Observation Instruments 
and Gains on State Math 
and ELA Assessments 

The teachers who demonstrated the 
types of practices emphasized in the 
classroom observation instruments 
had higher value-added scores than 
those who did not. Figure 7, on page 23, 
presents a graphical summary of the 
relationships. The position of the sloped 
lines indicates the average value-added 
scores (expressed in estimated months 
of schooling gained or lost relative to 
the average teacher) for teachers with 
different percentile rankings of obser- 
vation scores. 13 As shown, as teachers’ 
observation results increased, so did 
their value-added scores.
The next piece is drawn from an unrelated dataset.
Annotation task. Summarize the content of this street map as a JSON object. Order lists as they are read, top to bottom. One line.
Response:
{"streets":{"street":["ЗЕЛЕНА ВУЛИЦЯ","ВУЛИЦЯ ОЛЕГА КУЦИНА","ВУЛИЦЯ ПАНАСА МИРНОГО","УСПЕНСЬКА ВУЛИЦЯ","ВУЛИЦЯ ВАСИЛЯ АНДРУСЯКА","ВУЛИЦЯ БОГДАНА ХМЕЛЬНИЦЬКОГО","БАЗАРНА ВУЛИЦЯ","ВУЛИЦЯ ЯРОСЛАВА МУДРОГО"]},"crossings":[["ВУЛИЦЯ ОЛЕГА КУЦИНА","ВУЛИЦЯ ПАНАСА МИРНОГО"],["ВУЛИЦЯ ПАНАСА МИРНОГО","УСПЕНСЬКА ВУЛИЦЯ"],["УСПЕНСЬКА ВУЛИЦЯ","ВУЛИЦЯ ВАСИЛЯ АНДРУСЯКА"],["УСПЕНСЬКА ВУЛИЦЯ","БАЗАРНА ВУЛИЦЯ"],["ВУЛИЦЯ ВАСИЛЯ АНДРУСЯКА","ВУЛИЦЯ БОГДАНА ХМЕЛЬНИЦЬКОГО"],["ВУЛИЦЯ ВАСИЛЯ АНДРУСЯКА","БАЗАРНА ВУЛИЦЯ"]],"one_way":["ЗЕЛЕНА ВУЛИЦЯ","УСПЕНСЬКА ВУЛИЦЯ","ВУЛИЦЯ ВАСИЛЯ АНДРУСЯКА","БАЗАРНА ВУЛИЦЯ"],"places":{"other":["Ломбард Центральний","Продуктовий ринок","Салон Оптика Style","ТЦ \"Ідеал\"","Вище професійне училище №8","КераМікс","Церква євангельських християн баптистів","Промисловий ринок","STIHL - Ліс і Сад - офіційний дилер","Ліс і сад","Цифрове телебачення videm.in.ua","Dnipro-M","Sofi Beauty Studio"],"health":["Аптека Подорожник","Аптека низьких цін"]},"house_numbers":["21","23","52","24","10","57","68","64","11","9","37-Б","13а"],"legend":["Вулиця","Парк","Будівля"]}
This was true 
for all of the instruments. 

Although statistically significant, many 
of these relationships did not indicate 
large differences in student learning 
based on observation scores alone. 

For example, the difference in student 
learning gains on state math tests 
between teachers in the top and bottom 
25 percent of FFT scores amounted to 
approximately 2.7 months of schooling 
(assuming a nine-month schoolyear). 

As evidenced in the bottom left panel in 
Figure 7, these differences were gener- 
ally smaller in terms of value-added 
on state ELA tests than for math. For 
example, the estimated difference in 
student learning gains as measured on 
state ELA tests between the top and 
bottom 25 percent of teachers as ranked 
by their scores on FFT amounted to 
approximately 0.6 months of schooling.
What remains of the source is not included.